Work instruction
From the line that contains "Please list the" to the last line of the entries, set down each line exactly as written, both ends included, with nothing else.

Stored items

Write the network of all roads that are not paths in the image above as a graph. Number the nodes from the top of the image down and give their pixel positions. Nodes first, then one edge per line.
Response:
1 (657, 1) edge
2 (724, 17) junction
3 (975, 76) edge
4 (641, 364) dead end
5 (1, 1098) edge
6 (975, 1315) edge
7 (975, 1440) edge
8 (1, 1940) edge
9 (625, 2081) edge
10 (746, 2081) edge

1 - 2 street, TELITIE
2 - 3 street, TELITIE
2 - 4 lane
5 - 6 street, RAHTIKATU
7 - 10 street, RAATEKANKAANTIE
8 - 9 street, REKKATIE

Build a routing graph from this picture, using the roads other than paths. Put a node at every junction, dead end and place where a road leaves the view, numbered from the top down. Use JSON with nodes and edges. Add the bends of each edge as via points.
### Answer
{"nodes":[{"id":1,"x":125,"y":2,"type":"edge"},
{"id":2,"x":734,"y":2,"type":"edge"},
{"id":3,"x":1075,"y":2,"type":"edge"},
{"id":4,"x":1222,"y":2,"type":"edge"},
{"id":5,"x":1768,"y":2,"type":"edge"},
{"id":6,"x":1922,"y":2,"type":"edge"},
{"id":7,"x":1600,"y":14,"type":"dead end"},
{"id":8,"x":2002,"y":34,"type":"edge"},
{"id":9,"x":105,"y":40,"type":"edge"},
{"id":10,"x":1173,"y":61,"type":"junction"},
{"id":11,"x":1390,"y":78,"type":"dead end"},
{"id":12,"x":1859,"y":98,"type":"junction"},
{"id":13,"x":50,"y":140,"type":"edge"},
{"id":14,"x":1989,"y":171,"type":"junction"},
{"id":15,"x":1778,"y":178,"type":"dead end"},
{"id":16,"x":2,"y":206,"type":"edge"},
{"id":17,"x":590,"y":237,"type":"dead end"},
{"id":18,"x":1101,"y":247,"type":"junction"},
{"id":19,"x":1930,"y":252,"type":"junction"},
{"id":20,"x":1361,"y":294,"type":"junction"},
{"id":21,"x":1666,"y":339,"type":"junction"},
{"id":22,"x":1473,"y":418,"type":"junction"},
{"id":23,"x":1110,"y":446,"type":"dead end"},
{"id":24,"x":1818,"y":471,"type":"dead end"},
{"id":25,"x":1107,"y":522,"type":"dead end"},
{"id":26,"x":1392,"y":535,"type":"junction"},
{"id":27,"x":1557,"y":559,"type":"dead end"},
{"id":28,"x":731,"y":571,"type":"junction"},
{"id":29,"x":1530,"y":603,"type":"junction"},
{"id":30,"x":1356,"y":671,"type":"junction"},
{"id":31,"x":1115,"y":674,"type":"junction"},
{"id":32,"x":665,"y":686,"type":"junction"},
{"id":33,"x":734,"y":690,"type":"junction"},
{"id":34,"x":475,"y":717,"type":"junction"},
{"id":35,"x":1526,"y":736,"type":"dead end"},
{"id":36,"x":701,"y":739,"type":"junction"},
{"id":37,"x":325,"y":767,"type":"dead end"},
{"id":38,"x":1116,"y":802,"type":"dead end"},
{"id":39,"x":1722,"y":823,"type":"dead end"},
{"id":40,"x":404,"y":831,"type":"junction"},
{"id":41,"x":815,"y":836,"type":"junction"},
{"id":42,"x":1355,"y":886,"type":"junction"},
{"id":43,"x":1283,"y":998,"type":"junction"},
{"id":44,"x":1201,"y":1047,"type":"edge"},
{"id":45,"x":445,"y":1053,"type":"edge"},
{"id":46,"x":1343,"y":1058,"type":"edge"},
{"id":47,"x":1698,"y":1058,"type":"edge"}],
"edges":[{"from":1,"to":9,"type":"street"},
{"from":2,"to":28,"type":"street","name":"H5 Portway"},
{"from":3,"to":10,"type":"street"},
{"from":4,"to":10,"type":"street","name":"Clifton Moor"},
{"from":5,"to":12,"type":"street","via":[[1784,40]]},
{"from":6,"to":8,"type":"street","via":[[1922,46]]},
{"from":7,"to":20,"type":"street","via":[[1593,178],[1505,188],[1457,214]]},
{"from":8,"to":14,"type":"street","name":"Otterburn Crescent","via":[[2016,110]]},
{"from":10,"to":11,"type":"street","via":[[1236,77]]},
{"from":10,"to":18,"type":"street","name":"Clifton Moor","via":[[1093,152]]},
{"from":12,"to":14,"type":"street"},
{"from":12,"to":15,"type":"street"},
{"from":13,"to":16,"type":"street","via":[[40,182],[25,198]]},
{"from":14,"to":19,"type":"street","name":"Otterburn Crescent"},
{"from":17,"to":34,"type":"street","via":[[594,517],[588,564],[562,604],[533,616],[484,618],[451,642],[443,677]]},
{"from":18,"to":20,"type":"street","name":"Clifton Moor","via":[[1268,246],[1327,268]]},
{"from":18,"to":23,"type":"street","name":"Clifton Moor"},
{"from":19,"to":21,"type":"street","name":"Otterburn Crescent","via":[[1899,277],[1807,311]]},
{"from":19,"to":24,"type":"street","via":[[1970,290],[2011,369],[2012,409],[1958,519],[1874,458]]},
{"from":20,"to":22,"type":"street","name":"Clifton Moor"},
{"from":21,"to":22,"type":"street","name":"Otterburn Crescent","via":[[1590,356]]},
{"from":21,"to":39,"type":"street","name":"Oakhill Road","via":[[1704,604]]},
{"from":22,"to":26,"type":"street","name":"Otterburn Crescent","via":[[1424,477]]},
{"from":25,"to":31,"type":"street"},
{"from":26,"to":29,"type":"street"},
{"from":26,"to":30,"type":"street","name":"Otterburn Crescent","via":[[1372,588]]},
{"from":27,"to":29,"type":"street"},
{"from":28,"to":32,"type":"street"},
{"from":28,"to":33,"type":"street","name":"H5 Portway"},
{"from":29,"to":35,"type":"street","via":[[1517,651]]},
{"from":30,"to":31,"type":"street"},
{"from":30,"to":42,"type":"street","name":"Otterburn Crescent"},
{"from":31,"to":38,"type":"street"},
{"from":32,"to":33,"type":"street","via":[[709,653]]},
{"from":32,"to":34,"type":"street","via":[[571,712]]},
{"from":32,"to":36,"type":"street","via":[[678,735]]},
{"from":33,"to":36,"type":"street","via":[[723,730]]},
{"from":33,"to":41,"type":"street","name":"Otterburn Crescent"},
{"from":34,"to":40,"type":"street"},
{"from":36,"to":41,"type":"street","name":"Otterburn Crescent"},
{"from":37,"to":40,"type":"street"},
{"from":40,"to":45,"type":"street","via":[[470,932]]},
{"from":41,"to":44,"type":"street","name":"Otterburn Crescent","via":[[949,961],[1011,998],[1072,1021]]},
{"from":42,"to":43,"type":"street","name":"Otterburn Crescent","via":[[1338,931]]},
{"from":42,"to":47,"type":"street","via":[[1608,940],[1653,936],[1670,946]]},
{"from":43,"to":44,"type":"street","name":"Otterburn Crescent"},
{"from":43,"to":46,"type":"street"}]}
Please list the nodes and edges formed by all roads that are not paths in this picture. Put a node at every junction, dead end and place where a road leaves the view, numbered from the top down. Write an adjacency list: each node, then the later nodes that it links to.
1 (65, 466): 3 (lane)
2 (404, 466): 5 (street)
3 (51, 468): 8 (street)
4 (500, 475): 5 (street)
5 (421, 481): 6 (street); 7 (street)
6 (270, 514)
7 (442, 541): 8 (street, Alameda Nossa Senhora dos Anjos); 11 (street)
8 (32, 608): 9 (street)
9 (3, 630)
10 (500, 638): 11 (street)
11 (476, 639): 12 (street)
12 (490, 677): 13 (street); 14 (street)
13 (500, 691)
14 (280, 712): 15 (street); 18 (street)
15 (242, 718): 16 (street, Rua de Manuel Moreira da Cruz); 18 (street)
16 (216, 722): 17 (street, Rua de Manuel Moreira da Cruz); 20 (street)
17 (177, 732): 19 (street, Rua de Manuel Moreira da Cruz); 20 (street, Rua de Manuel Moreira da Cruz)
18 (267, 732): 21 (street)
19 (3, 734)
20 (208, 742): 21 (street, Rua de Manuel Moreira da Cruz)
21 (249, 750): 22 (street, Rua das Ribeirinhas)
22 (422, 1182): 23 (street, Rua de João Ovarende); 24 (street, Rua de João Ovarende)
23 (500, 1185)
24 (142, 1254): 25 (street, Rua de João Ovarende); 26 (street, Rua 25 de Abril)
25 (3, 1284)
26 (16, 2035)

Response
Please list the nodes and edges formed by all roads that are not paths in this picture. Put a node at every junction, dead end and place where a road leaves the view, numbered from the top down. Write an adjacency list: each node, then the later nodes that it links to.
1 (65, 466): 3 (lane)
2 (404, 466): 5 (street)
3 (51, 468): 8 (street)
4 (500, 475): 5 (street)
5 (421, 481): 6 (street); 7 (street)
6 (270, 514)
7 (442, 541): 8 (street, Alameda Nossa Senhora dos Anjos); 11 (street)
8 (32, 608): 9 (street)
9 (3, 630)
10 (500, 638): 11 (street)
11 (476, 639): 12 (street)
12 (490, 677): 13 (street); 14 (street)
13 (500, 691)
14 (280, 712): 15 (street); 18 (street)
15 (242, 718): 16 (street, Rua de Manuel Moreira da Cruz); 18 (street)
16 (216, 722): 17 (street, Rua de Manuel Moreira da Cruz); 20 (street)
17 (177, 732): 19 (street, Rua de Manuel Moreira da Cruz); 20 (street, Rua de Manuel Moreira da Cruz)
18 (267, 732): 21 (street)
19 (3, 734)
20 (208, 742): 21 (street, Rua de Manuel Moreira da Cruz)
21 (249, 750): 22 (street, Rua das Ribeirinhas)
22 (422, 1182): 23 (street, Rua de João Ovarende); 24 (street, Rua de João Ovarende)
23 (500, 1185)
24 (142, 1254): 25 (street, Rua de João Ovarende); 26 (street, Rua 25 de Abril)
25 (3, 1284)
26 (16, 2035)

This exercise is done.